The web wasn't stolen we gave it to them. You didn't have to sign up for Facebook. You don't have to sign up for googles services. Look how people like RMS use the web .
It shows the problem with short-term vs long-term interests. For people it made a lot of sense to use these services individually. But collectively, it leads to undesirable outcomes.
Clearly, there have been very desirable outcomes for most people using these services. Otherwise, no one would use them. I don't think the short-term vs long-term tipping point has been reached quite yet.
I'd say what's described in the post is an undesirable outcome.
"Otherwise, no one would use them."
Cigarette smokers also find value in what they do (opportunity to contemplate, enjoyment, socialize) - yet the cost (for the individual and the society at large) is much bigger than the benefit. So just looking at the perceived value alone is not the best measure to evaluate the overall impact.
There seems to be a lot of antagonism directed at Google and Facebook in this piece, making it sound as if those companies knowingly stole or forced people to fork over data.
I know sometimes it's easy to play the evil mega-corp card, but we need to ask ourselves the question: what is the goal here, to take down Google and Facebook? 'Cause if you're worried about an internet with extra surveillance and restrictions, taking down Google and Facebook doesn't really solve things.
Plus, even in a world with Google and Facebook out of the picture, there will still be political trolls hired by other companies and nation-states. There are also alternate-Googles that can just swoop in and fill the void you create if say you do take down Google. They are not necessarily better than Google today.
> making it sound as if those companies knowingly stole or forced people to fork over data
Both Google and Facebook are engaged in exactly those practices. Stolen and forced are apt adjectives to describe their behavior. Stolen like Whatsapp data after acquisition by Facebook, like contact lists, location history, voice recordings from your Android phone. Forced like Facebook constantly demanding you provide them your phone number, and making it clear to you that it's not an option by removing the 'no' button and replacing it with my favorite dark pattern 'i will provide it later'.
The problem with both is they're so much more than just a web service. They're pervasive in all facets of life in the developed world. You can't get away from then no matter how much you want to, because they're using your friends to effectively spy on you. And to an extent, both now hold most of the population hostage. I can only begin to imagine how I would need to change my entire lifestyle if I wanted to stop either of these companies from pervasively tracking me. Give up my smartphone, browse the web only with NoScript, only on sites that still work with it, never let my friends take photos of me and upload them, never use any of the popular chat apps to stay in touch with them, etc. Basically the only way to unplug from these monsters is to live like Stallman.

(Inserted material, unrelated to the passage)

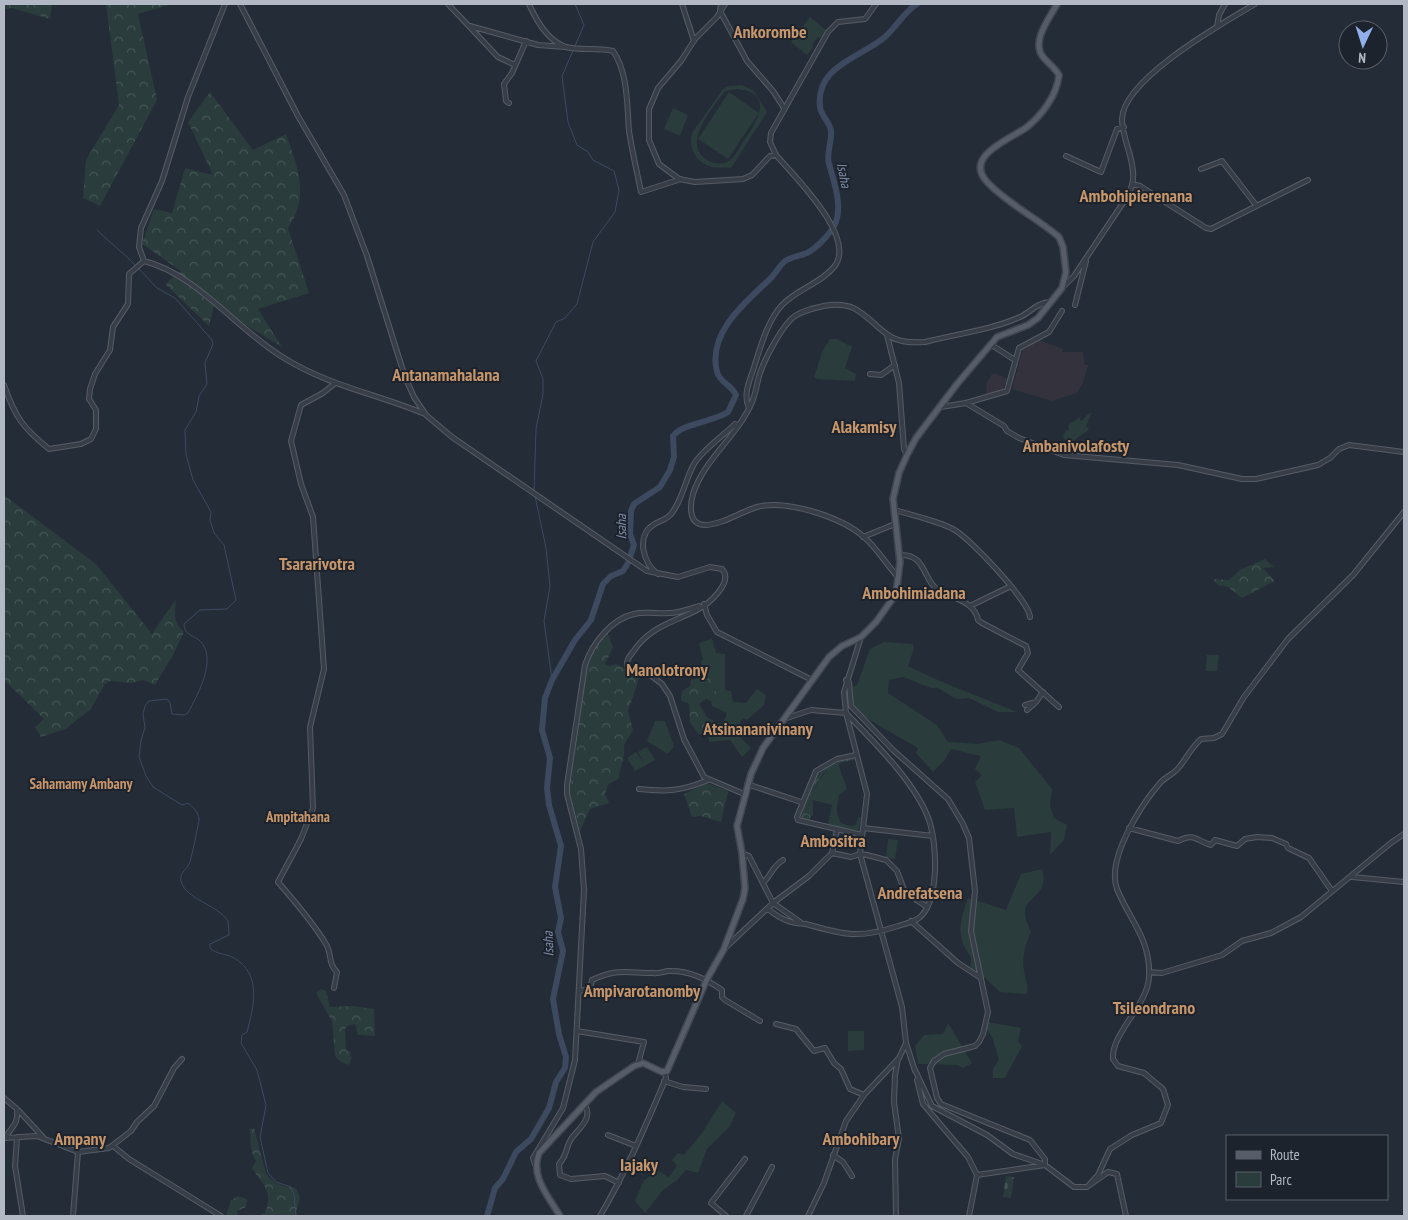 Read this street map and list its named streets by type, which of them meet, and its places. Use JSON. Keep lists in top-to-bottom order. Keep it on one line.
{"districts":["Ankorombe","Ambohipierenana","Antanamahalana","Alakamisy","Ambanivolafosty","Tsararivotra","Ambohimiadana","Manolotrony","Atsinananivinany","Sahamamy Ambany","Ampitahana","Ambositra","Andrefatsena","Ampivarotanomby","Tsileondrano","Ampany","Ambohibary","Iajaky"],"water":["Isaha"],"legend":["Route","Parc"],"north":"bottom"}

Given the amount of people deeply involved in the tech industry who read hn probably my opinion will not be very popular. But I feel obliged to add a few lines about WhatsApp.
In a worrying technological landscape, it has been for a long time an application with a good tradeoff between privacy and convenience.
I have always respected and praised this application, due to its philosophy: Acton and Koum made millions of dollars without the need of advertising.
> Advertising has us chasing cars and clothes, working jobs we hate so we can buy shit we don’t need.
> These days companies know literally everything about you, your friends, your interests, and they use it all to sell ads.
> Remember, when advertising is involved you the user are the product.
> When people ask us why we charge for WhatsApp, we say “Have you considered the alternative?”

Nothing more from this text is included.